Adriana — A visão budista da eternidade da vida e do carma é muito mais racional e


aceitável do que a idéia de que existe um ser superior controlando o destino de cada
pessoa na face da Terra e que todos os acontecimentos são de vontade divina. O que
somos e a vida que temos hoje são efeitos de causas cometidas nesta existência e nas
anteriores. Se passamos por sofrimentos é porque temos “dívidas” a pagar. Como todos
sabem, se temos dívidas, enquanto não as pagamos totalmente, os cobradores
continuarão a nos enviar as contas e a nos perseguir. Após passarmos pelo estágio de
vida latente, que é a morte, renascemos ou iniciamos uma nova vida a partir daquele
ponto em que paramos na existência anterior. Desculpe-me o exemplo, mas é como
fumar um cigarro. Não é porque o reacendemos que ele voltará ao tamanho normal. Ele
continuará a queimar de onde parou. Então não adianta lamentarmos dizendo que nunca
fizemos mal a ninguém, que não merecemos essa vida de sofrimento... Embora muitos
relutem em aceitar, é assim que a vida é feita.
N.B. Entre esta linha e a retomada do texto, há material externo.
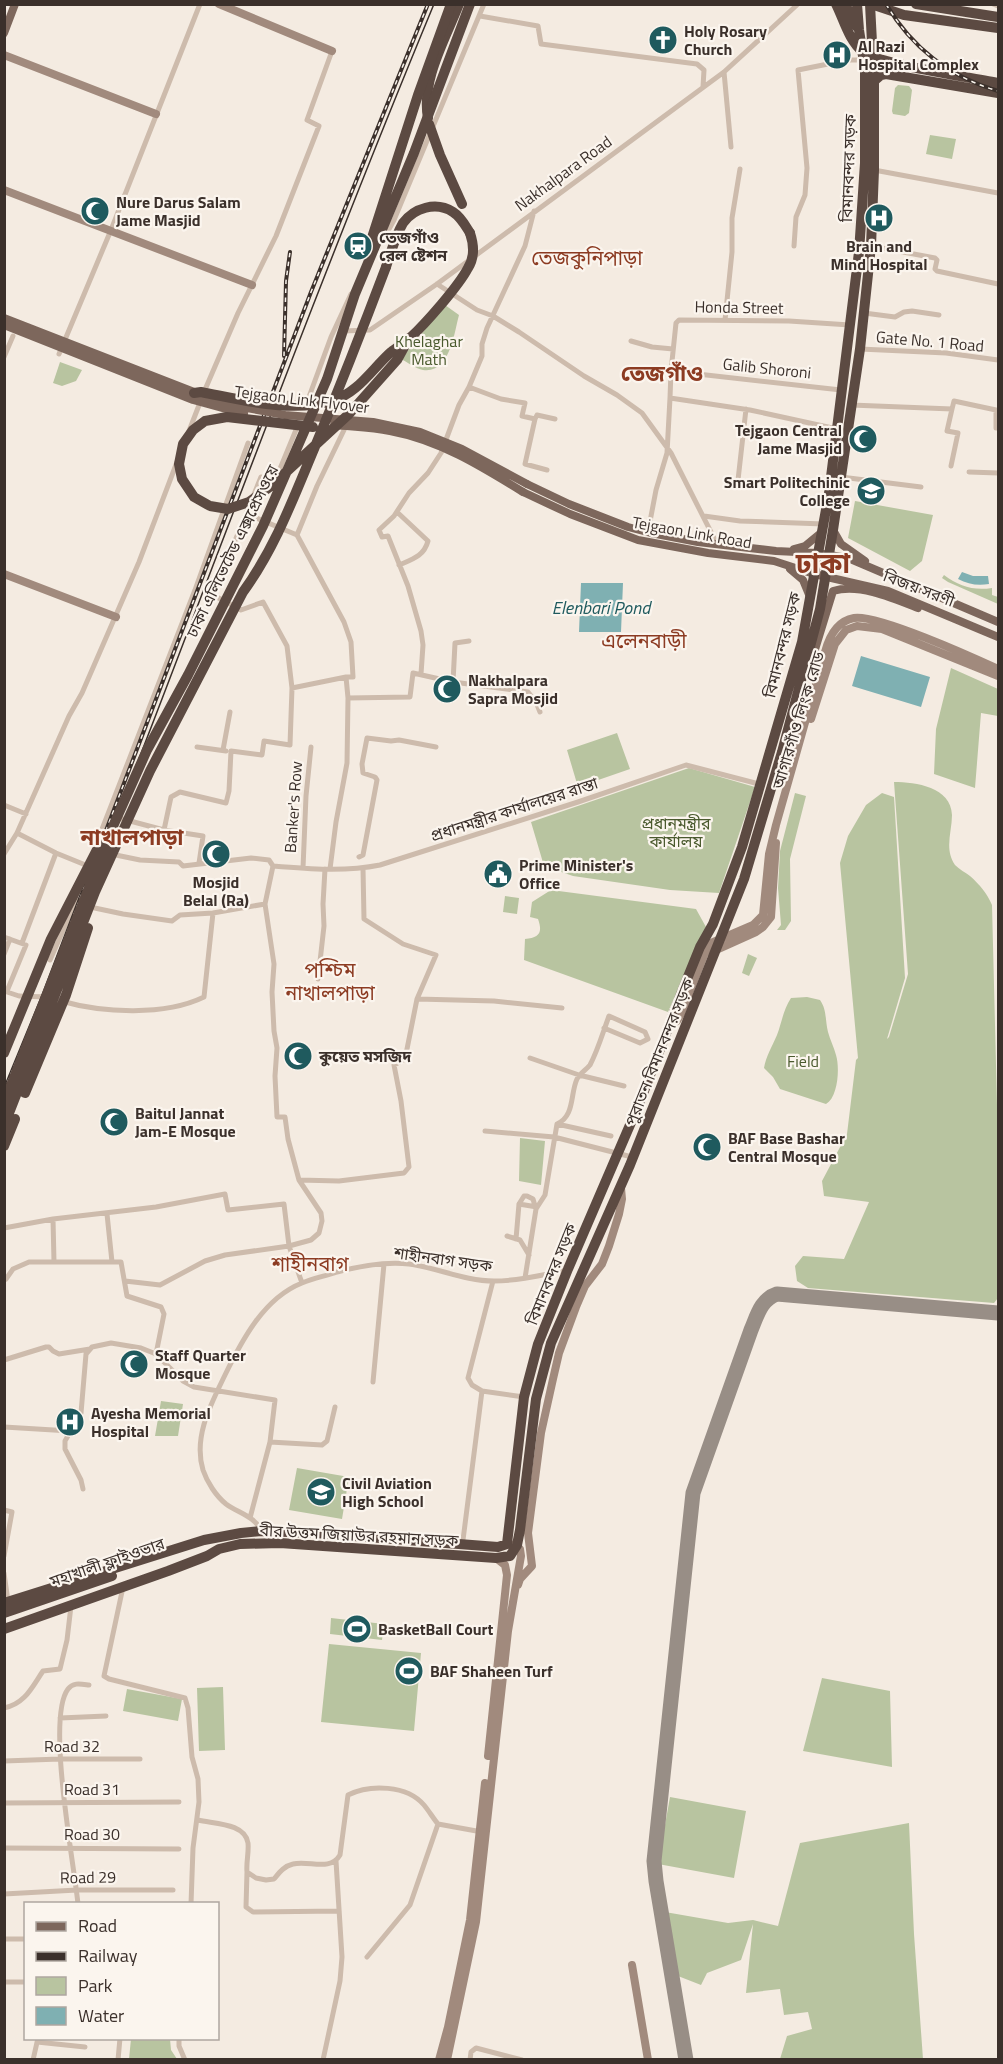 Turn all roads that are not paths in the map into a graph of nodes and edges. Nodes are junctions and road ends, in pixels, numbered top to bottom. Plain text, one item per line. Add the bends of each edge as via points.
1 (15, 4) edge
2 (201, 4) edge
3 (219, 4) edge
4 (452, 4) edge
5 (459, 4) edge
6 (471, 4) edge
7 (484, 4) edge
8 (798, 4) edge
9 (836, 4) edge
10 (845, 4) edge
11 (857, 4) edge
12 (871, 4) edge
13 (916, 4) edge
14 (993, 4) edge
15 (999, 6) edge
16 (966, 8) edge
17 (480, 16) junction
18 (999, 17) edge
19 (999, 28) edge
20 (859, 30) junction
21 (4, 33) edge
22 (332, 51) joint
23 (4, 55) edge
24 (866, 56) junction
25 (724, 72) junction
26 (874, 81) junction
27 (999, 83) edge
28 (703, 87) junction
29 (999, 93) edge
30 (156, 114) junction
31 (870, 125) junction
32 (731, 147) dead end
33 (740, 169) dead end
34 (874, 170) junction
35 (4, 190) edge
36 (999, 193) edge
37 (534, 211) junction
38 (111, 230) junction
39 (470, 233) junction
40 (794, 246) dead end
41 (871, 246) junction
42 (437, 284) junction
43 (999, 284) edge
44 (252, 285) junction
45 (355, 294) junction
46 (864, 313) junction
47 (939, 315) dead end
48 (493, 316) junction
49 (4, 318) edge
50 (725, 320) junction
51 (4, 325) edge
52 (852, 325) junction
53 (13, 336) dead end
54 (331, 337) junction
55 (409, 338) junction
56 (631, 341) dead end
57 (673, 349) junction
58 (860, 349) junction
59 (59, 354) dead end
60 (4, 357) edge
61 (999, 360) edge
62 (670, 371) junction
63 (469, 387) junction
64 (843, 390) junction
65 (194, 393) junction
66 (670, 398) junction
67 (851, 405) junction
68 (746, 409) junction
69 (952, 409) junction
70 (535, 419) junction
71 (555, 419) dead end
72 (301, 420) junction
73 (344, 427) junction
74 (999, 428) edge
75 (837, 429) junction
76 (248, 443) dead end
77 (444, 444) junction
78 (668, 447) junction
79 (951, 466) dead end
80 (547, 470) dead end
81 (969, 472) dead end
82 (999, 472) edge
83 (841, 477) junction
84 (738, 480) dead end
85 (921, 487) dead end
86 (525, 488) junction
87 (397, 512) junction
88 (247, 514) junction
89 (704, 516) junction
90 (826, 529) junction
91 (648, 532) junction
92 (297, 535) junction
93 (645, 542) junction
94 (717, 544) junction
95 (776, 551) junction
96 (817, 553) junction
97 (829, 554) junction
98 (774, 561) junction
99 (399, 565) junction
100 (880, 571) junction
101 (4, 574) edge
102 (814, 574) junction
103 (826, 576) junction
104 (810, 598) junction
105 (936, 610) junction
106 (116, 617) junction
107 (999, 622) edge
108 (999, 637) edge
109 (469, 641) dead end
110 (999, 669) edge
111 (421, 674) junction
112 (999, 675) edge
113 (346, 677) junction
114 (453, 682) junction
115 (292, 688) junction
116 (348, 698) junction
117 (796, 700) junction
118 (230, 712) dead end
119 (540, 712) dead end
120 (197, 747) dead end
121 (311, 747) dead end
122 (436, 747) dead end
123 (223, 750) junction
124 (231, 751) junction
125 (759, 784) junction
126 (4, 805) edge
127 (26, 814) junction
128 (111, 819) junction
129 (164, 830) junction
130 (17, 833) junction
131 (7, 844) edge
132 (94, 849) junction
133 (56, 853) junction
134 (4, 854) edge
135 (111, 854) junction
136 (360, 857) dead end
137 (199, 863) junction
138 (88, 866) junction
139 (273, 866) junction
140 (303, 868) junction
141 (363, 868) junction
142 (328, 869) junction
143 (95, 892) junction
144 (722, 901) junction
145 (266, 904) junction
146 (734, 905) junction
147 (90, 907) junction
148 (213, 913) junction
149 (713, 924) junction
150 (723, 933) junction
151 (7, 938) edge
152 (22, 943) junction
153 (716, 950) junction
154 (4, 954) edge
155 (50, 960) dead end
156 (318, 979) dead end
157 (6, 991) edge
158 (54, 999) junction
159 (417, 999) junction
160 (562, 1008) dead end
161 (670, 1026) junction
162 (604, 1028) junction
163 (648, 1039) junction
164 (662, 1045) junction
165 (4, 1053) edge
166 (530, 1058) dead end
167 (579, 1075) junction
168 (624, 1086) dead end
169 (4, 1103) edge
170 (4, 1124) edge
171 (557, 1124) junction
172 (485, 1131) dead end
173 (611, 1136) dead end
174 (554, 1137) junction
175 (4, 1146) edge
176 (616, 1156) junction
177 (631, 1161) junction
178 (298, 1180) junction
179 (621, 1186) junction
180 (536, 1206) junction
181 (107, 1214) junction
182 (53, 1219) junction
183 (4, 1228) edge
184 (507, 1236) dead end
185 (516, 1239) junction
186 (289, 1246) junction
187 (529, 1255) junction
188 (54, 1262) junction
189 (112, 1262) junction
190 (384, 1264) junction
191 (568, 1269) junction
192 (525, 1278) junction
193 (6, 1279) edge
194 (125, 1281) junction
195 (493, 1281) junction
196 (302, 1283) junction
197 (90, 1349) junction
198 (156, 1354) junction
199 (4, 1360) edge
200 (373, 1382) dead end
201 (218, 1390) junction
202 (482, 1391) junction
203 (524, 1397) junction
204 (335, 1407) dead end
205 (4, 1427) edge
206 (70, 1431) junction
207 (270, 1442) junction
208 (83, 1489) dead end
209 (4, 1510) edge
210 (250, 1518) junction
211 (261, 1531) junction
212 (528, 1533) junction
213 (463, 1540) dead end
214 (219, 1544) junction
215 (507, 1551) junction
216 (4, 1556) edge
217 (520, 1563) junction
218 (4, 1573) edge
219 (123, 1587) junction
220 (514, 1597) junction
221 (7, 1602) edge
222 (71, 1606) junction
223 (4, 1613) edge
224 (4, 1620) edge
225 (4, 1629) edge
226 (89, 1684) dead end
227 (4, 1708) edge
228 (106, 1716) dead end
229 (60, 1718) junction
230 (60, 1758) junction
231 (140, 1760) dead end
232 (4, 1761) edge
233 (179, 1802) dead end
234 (4, 1803) edge
235 (64, 1803) junction
236 (198, 1820) junction
237 (438, 1824) junction
238 (483, 1832) junction
239 (71, 1847) junction
240 (4, 1848) edge
241 (179, 1849) dead end
242 (336, 1861) junction
243 (247, 1872) junction
244 (76, 1890) junction
245 (173, 1890) dead end
246 (4, 1894) edge
247 (78, 1902) edge
248 (191, 1902) edge
249 (339, 1911) junction
250 (4, 1939) edge
251 (24, 1939) edge
252 (367, 1957) dead end
253 (632, 1965) dead end
254 (4, 1982) edge
255 (24, 1982) edge
256 (37, 2040) edge
257 (120, 2040) edge
258 (179, 2040) edge
259 (85, 2047) dead end
260 (33, 2060) edge
261 (118, 2060) edge
262 (185, 2060) edge
263 (323, 2060) edge
264 (439, 2060) edge
265 (447, 2060) edge
266 (470, 2060) edge
267 (522, 2060) edge
268 (648, 2060) edge

1 - 21 main road
2 - 30 street
3 - 22 main road
4 - 45 highway, bridge via 392,170
5 - 39 highway, bridge via 426,101 429,124 469,221
6 - 45 highway, ঢাকা এলিভেটেড এক্সপ্রেসওয়ে, bridge
7 - 17 street
8 - 25 street, Nakhalpara Road
9 - 24 highway
10 - 20 highway
11 - 20 highway
12 - 19 highway via 904,15
12 - 24 highway, বিমানবন্দর সড়ক
13 - 16 highway
14 - 15 street
16 - 18 highway
17 - 28 street via 538,26 541,44 697,64 704,70
17 - 54 street via 394,220 345,304
20 - 24 highway
22 - 44 street via 307,120 319,126 276,236
23 - 30 main road
24 - 26 highway, বিমানবন্দর সড়ক
24 - 27 highway
24 - 31 highway, বিমানবন্দর সড়ক
24 - 40 street via 798,70 807,168
25 - 28 street, Nakhalpara Road
25 - 32 street
26 - 29 highway via 886,74
26 - 31 highway, বিমানবন্দর সড়ক
28 - 37 street, Nakhalpara Road
30 - 38 street
31 - 34 highway, বিমানবন্দর সড়ক
31 - 52 highway, বিমানবন্দর সড়ক
33 - 50 street via 732,218
34 - 36 street
34 - 41 highway, বিমানবন্দর সড়ক
35 - 38 main road
37 - 42 street, Nakhalpara Road
37 - 48 street via 525,246
38 - 44 main road
38 - 59 street
39 - 55 highway, bridge via 473,252 468,268
39 - 143 highway, ঢাকা এলিভেটেড এক্সপ্রেসওয়ে, bridge via 453,212 438,206 424,208 404,223 283,525 243,592 150,771
41 - 43 street via 935,258 937,271
41 - 46 highway, বিমানবন্দর সড়ক
42 - 48 street
42 - 54 street, Nakhalpara Road via 370,330 337,332
44 - 106 street via 201,399
45 - 128 highway, ঢাকা এলিভেটেড এক্সপ্রেসওয়ে, bridge via 327,379 268,516
46 - 47 street via 895,317 912,311
46 - 58 highway, বিমানবন্দর সড়ক
48 - 63 street
48 - 78 street via 617,395 649,421
49 - 65 main road, Tejgaon Link Flyover, bridge
50 - 52 street, Honda Street
50 - 57 street, Honda Street via 677,321
51 - 73 main road, Tejgaon Link Flyover, bridge via 213,406 283,421
52 - 64 highway, বিমানবন্দর সড়ক
53 - 60 street
54 - 72 street
55 - 65 highway, bridge via 357,387 335,400 316,405 261,403
55 - 73 highway, bridge via 397,360 349,414 336,426 330,432 271,486 249,502 228,509 210,506 194,497 182,479 179,464 183,444 205,421 226,417 307,427 322,428 332,427
56 - 57 street
57 - 62 street, Honda Street
58 - 61 street, Gate No. 1 Road
58 - 67 highway, বিমানবন্দর সড়ক
62 - 64 street, Galib Shoroni
62 - 66 street
63 - 70 street via 525,403 522,416
63 - 77 street
64 - 75 highway, বিমানবন্দর সড়ক
65 - 86 main road, Tejgaon Link Flyover, bridge via 254,410 373,422 420,432 473,454
66 - 68 street
66 - 78 street
67 - 69 street
67 - 83 highway, বিমানবন্দর সড়ক
68 - 75 street
68 - 84 street
69 - 74 street via 954,401 996,410
69 - 79 street via 947,431 958,434
70 - 71 street via 537,415
70 - 80 street via 525,464
72 - 77 street via 375,426
72 - 88 street via 275,482 261,477
73 - 86 main road, Tejgaon Link Flyover, bridge via 389,431 433,443
73 - 92 street
75 - 90 highway, বিমানবন্দর সড়ক
76 - 128 street
77 - 87 street via 428,473
78 - 89 street
78 - 91 street
81 - 82 street
83 - 85 street
83 - 90 highway, বিমানবন্দর সড়ক
86 - 91 main road, Tejgaon Link Road
86 - 93 main road, Tejgaon Link Road via 570,514
87 - 99 street via 379,530 382,537 388,536
87 - 99 street via 428,541 418,557
88 - 92 street
88 - 115 street via 213,595 241,610 263,602 287,646
89 - 90 street
89 - 94 street
90 - 95 main road via 805,546
90 - 96 highway, বিমানবন্দর সড়ক
90 - 97 highway, বিমানবন্দর সড়ক
90 - 100 main road
91 - 93 main road
91 - 94 main road, Tejgaon Link Road
92 - 113 street via 351,642 353,677
93 - 98 main road, Tejgaon Link Road
94 - 95 main road, Tejgaon Link Road
95 - 96 main road, Tejgaon Link Road
96 - 97 main road, Tejgaon Link Road
96 - 102 highway, বিমানবন্দর সড়ক
97 - 100 main road, বিজয় সরণী
97 - 103 highway, পুরাতন বিমানবন্দর সড়ক
98 - 102 main road, Tejgaon Link Road
98 - 104 main road via 803,580
99 - 111 street via 423,645
100 - 107 main road, বিজয় সরণী
101 - 106 main road
102 - 103 main road, Tejgaon Link Road
102 - 104 highway, বিমানবন্দর সড়ক
103 - 105 main road, বিজয় সরণী via 888,591
103 - 117 highway, পুরাতন বিমানবন্দর সড়ক
104 - 125 highway, বিমানবন্দর সড়ক via 802,642
105 - 108 main road, বিজয় সরণী
105 - 117 main road via 852,589 833,591
106 - 127 street
109 - 114 street via 455,643
110 - 150 main road, আগারগাঁও লিংক রোড via 878,621 854,618 837,627 827,643 776,825 763,915 739,932
111 - 114 street
111 - 116 street via 413,674 410,696
112 - 153 main road, আগারগাঁও লিংক রোড via 882,629 857,626 846,630 835,644 779,827 771,917 756,932
113 - 115 street
113 - 116 street
114 - 119 street via 528,692
115 - 124 street via 290,745 264,741 262,755
116 - 142 street via 347,763
117 - 146 highway, পুরাতন বিমানবন্দর সড়ক
118 - 123 street
120 - 123 street
121 - 140 street, Banker's Row
122 - 136 street via 367,738 363,773 377,780
123 - 124 street
124 - 129 street via 226,803 180,792 171,797
125 - 141 street, প্রধানমন্ত্রীর কার্যালয়ের রাস্তা via 686,765 398,861
125 - 144 highway, বিমানবন্দর সড়ক
126 - 127 street
127 - 130 street
128 - 129 street
128 - 132 street
128 - 165 highway, bridge via 51,939
128 - 169 highway, ঢাকা এলিভেটেড এক্সপ্রেসওয়ে, bridge
129 - 137 street via 203,836
130 - 131 street
130 - 133 street
131 - 134 street
132 - 135 street, প্রধানমন্ত্রীর কার্যালয়ের রাস্তা
132 - 138 street
133 - 138 street
133 - 152 street
135 - 137 street, প্রধানমন্ত্রীর কার্যালয়ের রাস্তা via 179,862 183,866
135 - 147 street
137 - 139 street, প্রধানমন্ত্রীর কার্যালয়ের রাস্তা via 251,858 269,860
138 - 155 street
139 - 140 street, প্রধানমন্ত্রীর কার্যালয়ের রাস্তা
139 - 145 street
140 - 142 street, প্রধানমন্ত্রীর কার্যালয়ের রাস্তা
141 - 142 street, প্রধানমন্ত্রীর কার্যালয়ের রাস্তা
141 - 159 street via 364,919 403,944 436,955
142 - 156 street
143 - 170 highway, ঢাকা এলিভেটেড এক্সপ্রেসওয়ে, bridge
143 - 175 highway, bridge via 75,968
144 - 146 highway
144 - 149 highway, বিমানবন্দর সড়ক
145 - 148 street
145 - 178 street via 274,964 277,1117 285,1117
146 - 150 highway, পুরাতন বিমানবন্দর সড়ক
147 - 148 street via 172,921 180,915
147 - 158 street
148 - 158 street via 204,997 175,1007 113,1010
149 - 150 highway
149 - 161 highway, বিমানবন্দর সড়ক via 700,947
150 - 153 highway, পুরাতন বিমানবন্দর সড়ক
150 - 161 main road, বিমানবন্দর সড়ক via 708,947 681,1014
151 - 152 street
151 - 154 street
152 - 157 street via 26,945
153 - 177 highway, পুরাতন বিমানবন্দর সড়ক
157 - 158 street
158 - 170 street
159 - 160 street
159 - 178 street via 405,1059 394,1065 409,1167 404,1173 339,1181
161 - 164 highway, বিমানবন্দর সড়ক
162 - 163 street via 640,1043
162 - 163 street via 609,1016 645,1032
162 - 167 street via 589,1066
163 - 164 street
164 - 176 highway, বিমানবন্দর সড়ক
166 - 167 street
167 - 168 street
167 - 171 street via 568,1115
171 - 173 street
171 - 174 street
172 - 174 street
174 - 176 street
174 - 180 street via 545,1195
176 - 177 highway
176 - 191 highway, বিমানবন্দর সড়ক
177 - 179 highway, পুরাতন বিমানবন্দর সড়ক
178 - 186 street via 321,1213 322,1221 319,1233 311,1240
179 - 212 main road via 619,1214 605,1258 585,1286 559,1353 541,1433
179 - 215 highway, পুরাতন বিমানবন্দর সড়ক via 561,1318 542,1374 520,1530
180 - 185 street via 519,1203
180 - 187 street
181 - 182 street
181 - 186 street via 225,1194 228,1210 284,1204
181 - 189 street
182 - 183 street
182 - 188 street
184 - 185 street
185 - 187 street
186 - 194 street via 205,1261 160,1285
186 - 196 street
187 - 192 street
188 - 189 street
188 - 193 street via 29,1262 13,1269
189 - 194 street via 121,1262
190 - 195 street, শাহীনবাগ সড়ক via 409,1264
190 - 196 street, শাহীনবাগ সড়ক via 358,1266
190 - 200 street
191 - 192 street, শাহীনবাগ সড়ক
191 - 203 highway, বিমানবন্দর সড়ক via 538,1344
192 - 195 street, শাহীনবাগ সড়ক
194 - 198 street via 127,1296 161,1308 164,1314
195 - 202 street via 468,1378
196 - 201 street, শাহীনবাগ সড়ক via 267,1308 249,1330
197 - 198 street via 119,1343
197 - 199 street via 59,1354 46,1347
197 - 206 street via 86,1354 81,1413
198 - 201 street via 183,1381 194,1387
201 - 207 street via 275,1400
201 - 210 street, শাহীনবাগ সড়ক via 200,1442 203,1468 225,1503
202 - 203 street
202 - 213 street
203 - 215 highway, বিমানবন্দর সড়ক
204 - 207 street via 327,1441 322,1445
205 - 206 street
206 - 208 street via 65,1449
207 - 210 street
209 - 216 street via 12,1512
210 - 211 street, শাহীনবাগ সড়ক
211 - 214 highway, বীর উত্তম জিয়াউর রহমান সড়ক
211 - 215 highway, বীর উত্তম জিয়াউর রহমান সড়ক
212 - 217 main road
212 - 220 main road via 532,1566 520,1579
214 - 215 highway, বীর উত্তম জিয়াউর রহমান সড়ক via 261,1542
214 - 219 highway, বীর উত্তম জিয়াউর রহমান সড়ক via 207,1556
214 - 221 highway, বীর উত্তম জিয়াউর রহমান সড়ক via 194,1543
214 - 223 highway, মহাখালী ফ্লাইওভার
214 - 224 highway, মহাখালী ফ্লাইওভার
215 - 217 main road via 520,1549
215 - 238 main road
217 - 220 main road
218 - 221 street
219 - 222 highway, বীর উত্তম জিয়াউর রহমান সড়ক
219 - 236 street via 104,1676 185,1698 198,1779
220 - 238 main road
222 - 225 highway, বীর উত্তম জিয়াউর রহমান সড়ক
222 - 227 street via 60,1669 43,1671 31,1692 15,1706
226 - 229 street via 69,1688
228 - 229 street
229 - 230 street
230 - 231 street, Road 32
230 - 232 street, Road 32
230 - 235 street
233 - 235 street, Road 31
234 - 235 street, Road 31
235 - 239 street
236 - 243 street via 237,1828 246,1835
236 - 248 street
237 - 238 street
237 - 242 street via 423,1803 404,1791 357,1790 348,1795
237 - 252 street via 410,1905
238 - 264 main road via 470,1920
238 - 265 main road via 476,1922
239 - 240 street, Road 30
239 - 241 street, Road 30
239 - 244 street
242 - 243 street via 326,1865 293,1864 274,1879 266,1880
242 - 249 street
243 - 249 street via 246,1907 253,1911
244 - 245 street, Road 29
244 - 246 street, Road 29
244 - 247 street
249 - 263 street via 340,1981
250 - 251 street
253 - 268 main road
254 - 255 street
256 - 259 street
256 - 260 street
257 - 261 street
258 - 262 street
266 - 267 street via 476,2048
A vida é resultado das ações que
praticamos durante todas as existências. O que acho fantástico no budismo é que
podemos amenizar os efeitos e até mesmo mudar o rumo de nossa vida por meio da
recitação do Nam-myoho-rengue-kyo e de nossa dedicação em prol das pessoas e do
Kossen-rufu. Podemos direcionar nossa vida para um futuro de felicidade,
independentemente do que possamos ter feito no passado. O que determina o futuro é o
que fazemos neste exato momento.

Kogake — É verdade. Há relatos de muitos companheiros que estavam desenganados


pelos médicos e que hoje atuam com todo vigor nas atividades. Como Nitiren Daishonin
diz, “o Nam-myoho-rengue-kyo é como o rugido de um leão”. A energia vital que
acumulamos com a sua recitação nos possibilita enfrentar todo tipo de doença, o que
dizer então dos problemas de menor gravidade.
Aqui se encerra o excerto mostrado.